• What to produce
For the word "numbered", state how many lines of the records include it, with no other text.

[Data for this task Boundary: Start]

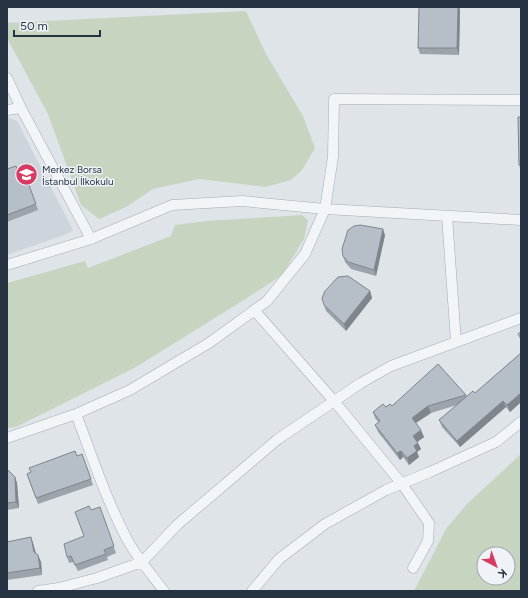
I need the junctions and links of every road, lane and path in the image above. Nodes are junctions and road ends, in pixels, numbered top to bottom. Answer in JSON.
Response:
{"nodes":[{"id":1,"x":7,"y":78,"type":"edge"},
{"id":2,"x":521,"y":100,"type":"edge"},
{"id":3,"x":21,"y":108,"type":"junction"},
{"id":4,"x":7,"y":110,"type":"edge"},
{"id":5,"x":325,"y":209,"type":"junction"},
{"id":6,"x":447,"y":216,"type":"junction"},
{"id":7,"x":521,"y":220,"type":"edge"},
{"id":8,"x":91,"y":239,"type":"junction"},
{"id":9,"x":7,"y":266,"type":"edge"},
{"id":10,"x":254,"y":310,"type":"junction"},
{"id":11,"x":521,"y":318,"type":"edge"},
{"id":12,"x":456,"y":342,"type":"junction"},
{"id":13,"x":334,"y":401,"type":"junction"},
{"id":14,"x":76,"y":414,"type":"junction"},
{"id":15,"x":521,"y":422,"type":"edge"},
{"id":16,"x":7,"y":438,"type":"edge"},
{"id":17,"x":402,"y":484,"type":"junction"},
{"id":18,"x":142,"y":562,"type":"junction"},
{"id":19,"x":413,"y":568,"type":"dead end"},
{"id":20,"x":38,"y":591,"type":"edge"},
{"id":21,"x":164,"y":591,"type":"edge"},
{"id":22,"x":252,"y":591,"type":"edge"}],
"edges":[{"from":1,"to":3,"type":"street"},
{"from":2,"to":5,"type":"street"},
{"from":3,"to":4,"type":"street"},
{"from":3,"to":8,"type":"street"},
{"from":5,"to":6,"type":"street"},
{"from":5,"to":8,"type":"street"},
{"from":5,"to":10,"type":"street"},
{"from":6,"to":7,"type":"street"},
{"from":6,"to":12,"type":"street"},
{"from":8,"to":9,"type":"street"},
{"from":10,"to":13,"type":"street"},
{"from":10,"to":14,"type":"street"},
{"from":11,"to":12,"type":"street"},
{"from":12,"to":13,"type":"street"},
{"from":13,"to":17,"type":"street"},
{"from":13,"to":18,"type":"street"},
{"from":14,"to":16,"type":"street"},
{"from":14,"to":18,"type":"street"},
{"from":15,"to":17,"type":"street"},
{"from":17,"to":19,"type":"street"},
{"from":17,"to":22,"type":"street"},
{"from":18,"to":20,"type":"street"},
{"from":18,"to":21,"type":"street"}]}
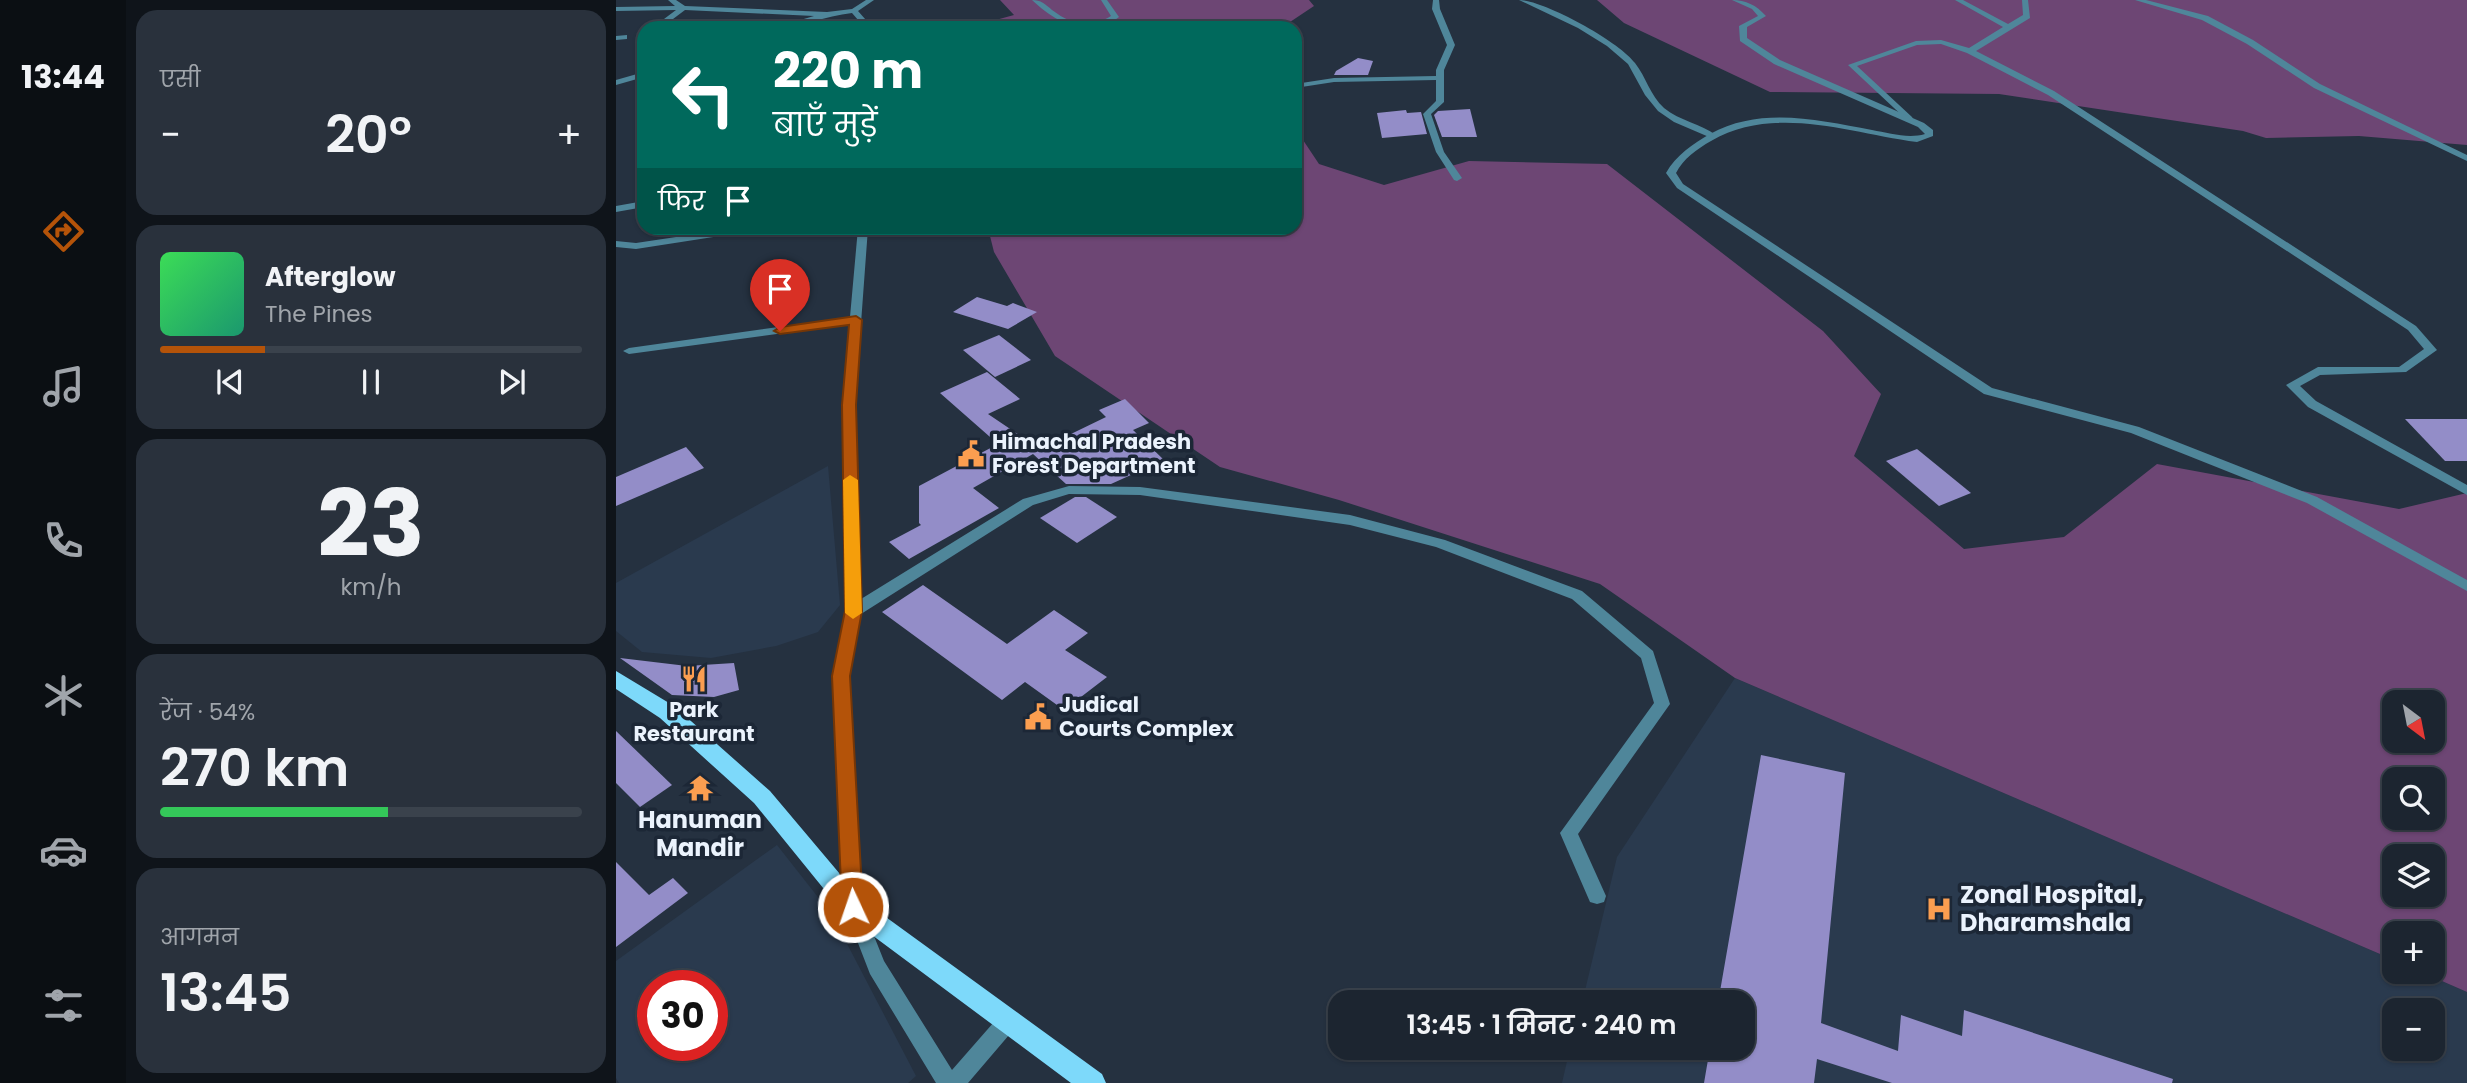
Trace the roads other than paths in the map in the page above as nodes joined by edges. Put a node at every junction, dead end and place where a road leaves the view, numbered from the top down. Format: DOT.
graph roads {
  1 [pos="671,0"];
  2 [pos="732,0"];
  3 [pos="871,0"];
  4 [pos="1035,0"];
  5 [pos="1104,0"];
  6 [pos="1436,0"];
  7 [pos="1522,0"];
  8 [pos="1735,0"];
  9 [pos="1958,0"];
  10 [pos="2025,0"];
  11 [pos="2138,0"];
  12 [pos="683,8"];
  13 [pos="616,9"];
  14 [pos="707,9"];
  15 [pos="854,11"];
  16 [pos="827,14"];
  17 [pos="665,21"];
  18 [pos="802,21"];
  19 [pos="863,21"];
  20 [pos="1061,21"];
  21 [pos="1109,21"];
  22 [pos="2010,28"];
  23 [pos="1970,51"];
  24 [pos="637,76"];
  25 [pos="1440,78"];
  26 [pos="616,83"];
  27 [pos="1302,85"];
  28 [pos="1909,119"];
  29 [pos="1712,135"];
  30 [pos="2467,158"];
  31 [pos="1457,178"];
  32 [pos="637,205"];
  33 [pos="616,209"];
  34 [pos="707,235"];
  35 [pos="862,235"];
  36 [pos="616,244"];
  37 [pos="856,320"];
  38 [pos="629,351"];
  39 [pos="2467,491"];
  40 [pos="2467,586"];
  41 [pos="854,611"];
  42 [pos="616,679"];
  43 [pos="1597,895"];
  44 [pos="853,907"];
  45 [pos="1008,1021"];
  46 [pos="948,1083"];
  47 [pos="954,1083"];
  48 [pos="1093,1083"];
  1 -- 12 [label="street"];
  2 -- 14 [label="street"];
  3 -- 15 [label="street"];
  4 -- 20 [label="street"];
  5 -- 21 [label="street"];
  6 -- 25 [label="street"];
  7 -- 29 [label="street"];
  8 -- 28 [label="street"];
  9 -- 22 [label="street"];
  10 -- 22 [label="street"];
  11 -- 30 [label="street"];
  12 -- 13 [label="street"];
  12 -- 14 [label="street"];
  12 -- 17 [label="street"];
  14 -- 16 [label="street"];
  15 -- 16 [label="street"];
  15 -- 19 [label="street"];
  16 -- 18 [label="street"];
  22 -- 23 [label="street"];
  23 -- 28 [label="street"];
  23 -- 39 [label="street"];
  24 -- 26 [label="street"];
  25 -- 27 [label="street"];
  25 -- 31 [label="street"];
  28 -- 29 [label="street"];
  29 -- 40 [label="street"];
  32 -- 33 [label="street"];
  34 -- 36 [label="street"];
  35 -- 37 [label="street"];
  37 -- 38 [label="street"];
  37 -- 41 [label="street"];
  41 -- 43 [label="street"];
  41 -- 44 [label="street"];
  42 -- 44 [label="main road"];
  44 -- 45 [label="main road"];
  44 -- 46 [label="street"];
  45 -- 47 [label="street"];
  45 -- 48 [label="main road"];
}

[Data for this task Boundary: End]

• Output below
2